| WORK TO BE COMPLETED |
Among the entries below, find every line that contains the string "position", then copy it.

| SUPPLIED RECORDS |
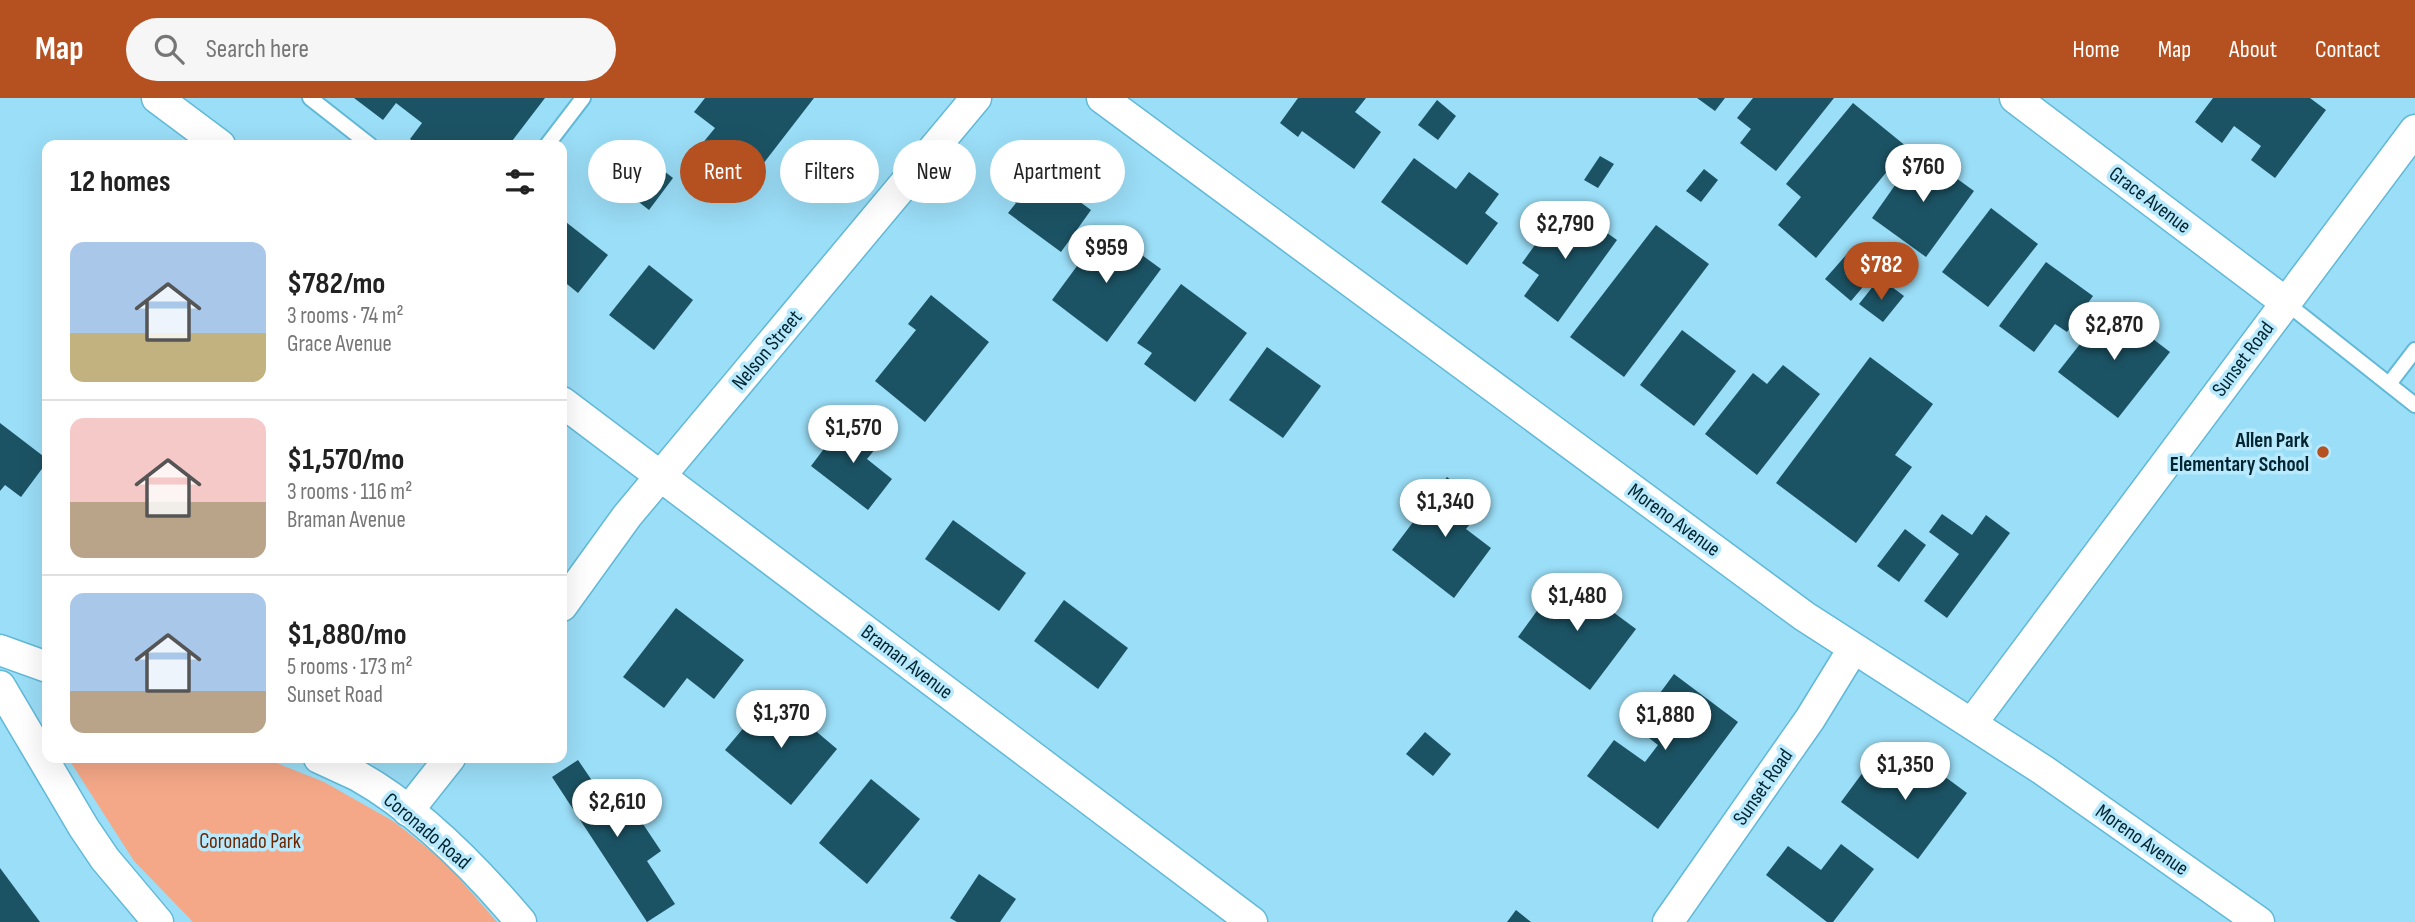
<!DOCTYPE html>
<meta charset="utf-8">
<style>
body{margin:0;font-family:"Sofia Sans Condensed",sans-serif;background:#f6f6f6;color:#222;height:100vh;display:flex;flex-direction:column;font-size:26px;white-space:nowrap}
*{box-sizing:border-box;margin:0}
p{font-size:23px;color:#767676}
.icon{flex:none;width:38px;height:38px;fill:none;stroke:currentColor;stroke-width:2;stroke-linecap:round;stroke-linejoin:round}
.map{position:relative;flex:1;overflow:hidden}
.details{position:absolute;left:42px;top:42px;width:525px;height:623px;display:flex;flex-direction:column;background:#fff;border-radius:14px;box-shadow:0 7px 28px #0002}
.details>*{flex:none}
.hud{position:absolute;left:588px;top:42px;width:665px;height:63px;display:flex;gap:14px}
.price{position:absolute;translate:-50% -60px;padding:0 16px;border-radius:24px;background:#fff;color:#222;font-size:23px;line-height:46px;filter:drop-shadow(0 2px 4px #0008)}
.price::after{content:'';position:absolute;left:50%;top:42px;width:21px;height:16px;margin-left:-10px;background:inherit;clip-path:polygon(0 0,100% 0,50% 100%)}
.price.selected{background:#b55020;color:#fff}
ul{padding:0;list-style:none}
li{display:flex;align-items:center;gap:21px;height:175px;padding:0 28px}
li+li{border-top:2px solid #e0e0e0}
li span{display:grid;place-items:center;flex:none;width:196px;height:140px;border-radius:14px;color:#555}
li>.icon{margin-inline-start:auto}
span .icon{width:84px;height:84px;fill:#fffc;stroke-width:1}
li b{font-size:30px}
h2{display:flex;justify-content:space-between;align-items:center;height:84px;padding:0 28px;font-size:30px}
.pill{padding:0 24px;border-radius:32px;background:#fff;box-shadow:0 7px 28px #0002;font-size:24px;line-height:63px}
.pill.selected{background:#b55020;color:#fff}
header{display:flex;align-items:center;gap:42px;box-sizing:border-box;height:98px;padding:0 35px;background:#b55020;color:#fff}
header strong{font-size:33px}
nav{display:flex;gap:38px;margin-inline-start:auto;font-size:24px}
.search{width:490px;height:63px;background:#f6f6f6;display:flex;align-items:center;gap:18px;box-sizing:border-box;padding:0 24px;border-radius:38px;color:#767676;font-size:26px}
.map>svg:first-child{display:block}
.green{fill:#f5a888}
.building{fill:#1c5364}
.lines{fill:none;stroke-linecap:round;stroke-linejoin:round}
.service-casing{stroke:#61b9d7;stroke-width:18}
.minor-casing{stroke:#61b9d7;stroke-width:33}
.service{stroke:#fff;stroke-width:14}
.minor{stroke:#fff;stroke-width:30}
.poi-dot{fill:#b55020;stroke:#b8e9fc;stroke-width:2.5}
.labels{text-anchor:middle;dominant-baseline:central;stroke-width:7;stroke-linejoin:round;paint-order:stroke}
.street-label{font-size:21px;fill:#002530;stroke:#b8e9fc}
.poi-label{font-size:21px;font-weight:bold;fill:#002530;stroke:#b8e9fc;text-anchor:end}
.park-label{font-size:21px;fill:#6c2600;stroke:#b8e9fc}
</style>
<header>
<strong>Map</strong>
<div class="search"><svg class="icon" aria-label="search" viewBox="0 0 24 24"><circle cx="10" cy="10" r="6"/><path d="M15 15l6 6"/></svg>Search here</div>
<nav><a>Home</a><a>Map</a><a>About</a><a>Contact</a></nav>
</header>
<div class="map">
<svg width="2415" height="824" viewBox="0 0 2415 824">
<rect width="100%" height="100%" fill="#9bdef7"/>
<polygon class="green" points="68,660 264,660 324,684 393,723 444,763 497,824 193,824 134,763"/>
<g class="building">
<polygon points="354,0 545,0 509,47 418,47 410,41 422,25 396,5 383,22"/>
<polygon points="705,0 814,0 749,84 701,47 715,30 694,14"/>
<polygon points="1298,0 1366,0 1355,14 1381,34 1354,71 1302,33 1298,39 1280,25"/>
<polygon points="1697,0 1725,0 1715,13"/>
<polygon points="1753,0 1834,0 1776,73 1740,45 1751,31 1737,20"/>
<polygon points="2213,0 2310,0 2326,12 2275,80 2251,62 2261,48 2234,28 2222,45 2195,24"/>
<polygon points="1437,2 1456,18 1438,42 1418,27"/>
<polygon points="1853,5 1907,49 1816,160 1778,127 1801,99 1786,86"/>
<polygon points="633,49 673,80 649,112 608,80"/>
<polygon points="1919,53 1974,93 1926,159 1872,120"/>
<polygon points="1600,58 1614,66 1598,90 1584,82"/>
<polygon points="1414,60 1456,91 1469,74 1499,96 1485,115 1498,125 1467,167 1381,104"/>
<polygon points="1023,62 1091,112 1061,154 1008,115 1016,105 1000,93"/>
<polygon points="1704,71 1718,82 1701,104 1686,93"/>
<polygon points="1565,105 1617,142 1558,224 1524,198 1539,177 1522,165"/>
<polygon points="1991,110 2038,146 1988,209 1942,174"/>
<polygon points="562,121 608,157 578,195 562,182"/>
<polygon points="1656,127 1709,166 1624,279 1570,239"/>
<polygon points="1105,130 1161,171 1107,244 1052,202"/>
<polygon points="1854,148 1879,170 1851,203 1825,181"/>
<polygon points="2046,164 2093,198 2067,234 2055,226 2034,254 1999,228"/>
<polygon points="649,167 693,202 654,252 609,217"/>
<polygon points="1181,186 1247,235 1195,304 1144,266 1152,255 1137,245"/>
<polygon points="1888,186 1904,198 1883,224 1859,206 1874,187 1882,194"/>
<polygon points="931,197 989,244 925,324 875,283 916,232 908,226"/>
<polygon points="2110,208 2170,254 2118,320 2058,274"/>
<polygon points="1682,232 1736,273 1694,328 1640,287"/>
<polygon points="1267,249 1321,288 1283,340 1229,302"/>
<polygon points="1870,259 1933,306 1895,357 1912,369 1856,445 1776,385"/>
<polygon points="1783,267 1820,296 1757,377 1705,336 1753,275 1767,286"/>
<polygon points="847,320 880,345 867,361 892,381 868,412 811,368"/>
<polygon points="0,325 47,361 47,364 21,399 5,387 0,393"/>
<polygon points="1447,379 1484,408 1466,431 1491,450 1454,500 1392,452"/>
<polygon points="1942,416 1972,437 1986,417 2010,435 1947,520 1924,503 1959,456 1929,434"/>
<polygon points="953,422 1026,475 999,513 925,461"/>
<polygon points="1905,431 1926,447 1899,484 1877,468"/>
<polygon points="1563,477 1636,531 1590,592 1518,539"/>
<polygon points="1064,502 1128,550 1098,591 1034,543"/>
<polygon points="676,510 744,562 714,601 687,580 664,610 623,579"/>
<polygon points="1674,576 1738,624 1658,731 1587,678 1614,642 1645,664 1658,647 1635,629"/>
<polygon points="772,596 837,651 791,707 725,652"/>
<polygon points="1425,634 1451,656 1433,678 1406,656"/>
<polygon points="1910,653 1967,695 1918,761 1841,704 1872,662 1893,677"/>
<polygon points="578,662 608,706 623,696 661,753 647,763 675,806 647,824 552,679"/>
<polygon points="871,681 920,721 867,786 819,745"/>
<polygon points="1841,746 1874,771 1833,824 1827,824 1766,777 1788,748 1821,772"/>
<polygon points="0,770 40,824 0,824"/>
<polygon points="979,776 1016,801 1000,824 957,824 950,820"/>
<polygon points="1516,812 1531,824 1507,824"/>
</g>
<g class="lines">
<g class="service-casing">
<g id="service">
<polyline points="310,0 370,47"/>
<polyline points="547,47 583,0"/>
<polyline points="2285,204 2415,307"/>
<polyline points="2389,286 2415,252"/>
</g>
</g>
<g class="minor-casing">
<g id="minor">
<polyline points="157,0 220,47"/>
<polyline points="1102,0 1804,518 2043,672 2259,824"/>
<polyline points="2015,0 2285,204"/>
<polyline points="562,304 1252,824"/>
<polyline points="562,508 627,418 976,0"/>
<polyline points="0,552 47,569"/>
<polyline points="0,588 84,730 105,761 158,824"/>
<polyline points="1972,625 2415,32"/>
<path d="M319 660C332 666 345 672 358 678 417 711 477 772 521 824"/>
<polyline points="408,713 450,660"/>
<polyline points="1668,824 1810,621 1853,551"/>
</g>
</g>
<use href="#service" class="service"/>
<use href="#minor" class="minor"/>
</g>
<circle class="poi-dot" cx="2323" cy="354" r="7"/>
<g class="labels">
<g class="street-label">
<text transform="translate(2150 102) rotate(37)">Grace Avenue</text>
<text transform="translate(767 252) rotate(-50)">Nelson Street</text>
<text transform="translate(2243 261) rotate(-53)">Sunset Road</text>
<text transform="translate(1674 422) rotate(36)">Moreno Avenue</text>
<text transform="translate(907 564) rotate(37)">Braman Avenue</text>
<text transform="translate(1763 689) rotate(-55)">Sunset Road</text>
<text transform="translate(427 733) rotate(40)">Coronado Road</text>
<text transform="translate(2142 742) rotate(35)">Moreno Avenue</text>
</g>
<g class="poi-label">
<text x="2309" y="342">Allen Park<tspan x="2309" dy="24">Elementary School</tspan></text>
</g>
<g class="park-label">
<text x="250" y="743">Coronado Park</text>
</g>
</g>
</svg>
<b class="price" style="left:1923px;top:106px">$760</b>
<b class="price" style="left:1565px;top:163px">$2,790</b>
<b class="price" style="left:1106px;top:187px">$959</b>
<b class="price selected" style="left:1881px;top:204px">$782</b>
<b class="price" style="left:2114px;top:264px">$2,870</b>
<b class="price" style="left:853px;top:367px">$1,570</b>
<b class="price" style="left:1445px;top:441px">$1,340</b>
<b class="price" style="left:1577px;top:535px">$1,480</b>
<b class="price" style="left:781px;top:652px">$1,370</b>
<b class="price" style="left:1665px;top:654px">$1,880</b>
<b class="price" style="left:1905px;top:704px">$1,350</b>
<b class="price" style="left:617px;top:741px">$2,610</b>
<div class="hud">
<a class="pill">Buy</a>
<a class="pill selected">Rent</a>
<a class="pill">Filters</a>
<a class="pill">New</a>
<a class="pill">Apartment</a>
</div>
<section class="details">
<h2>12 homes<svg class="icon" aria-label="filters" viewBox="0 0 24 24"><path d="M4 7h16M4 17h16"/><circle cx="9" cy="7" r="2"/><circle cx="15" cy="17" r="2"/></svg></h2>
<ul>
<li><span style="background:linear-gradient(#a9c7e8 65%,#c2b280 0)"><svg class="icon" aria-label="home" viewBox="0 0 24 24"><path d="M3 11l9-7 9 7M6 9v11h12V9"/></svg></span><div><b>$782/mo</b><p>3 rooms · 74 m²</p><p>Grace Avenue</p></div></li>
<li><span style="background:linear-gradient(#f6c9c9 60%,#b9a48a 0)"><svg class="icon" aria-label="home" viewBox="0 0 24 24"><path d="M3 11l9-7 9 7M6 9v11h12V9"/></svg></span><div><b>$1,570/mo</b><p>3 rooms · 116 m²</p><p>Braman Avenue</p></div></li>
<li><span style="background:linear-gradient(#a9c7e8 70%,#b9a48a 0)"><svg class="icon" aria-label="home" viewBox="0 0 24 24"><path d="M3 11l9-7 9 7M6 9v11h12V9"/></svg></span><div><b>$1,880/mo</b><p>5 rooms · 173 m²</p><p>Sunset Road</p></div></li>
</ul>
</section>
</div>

| RESPONSE |
.map{position:relative;flex:1;overflow:hidden}
.details{position:absolute;left:42px;top:42px;width:525px;height:623px;display:flex;flex-direction:column;background:#fff;border-radius:14px;box-shadow:0 7px 28px #0002}
.hud{position:absolute;left:588px;top:42px;width:665px;height:63px;display:flex;gap:14px}
.price{position:absolute;translate:-50% -60px;padding:0 16px;border-radius:24px;background:#fff;color:#222;font-size:23px;line-height:46px;filter:drop-shadow(0 2px 4px #0008)}
.price::after{content:'';position:absolute;left:50%;top:42px;width:21px;height:16px;margin-left:-10px;background:inherit;clip-path:polygon(0 0,100% 0,50% 100%)}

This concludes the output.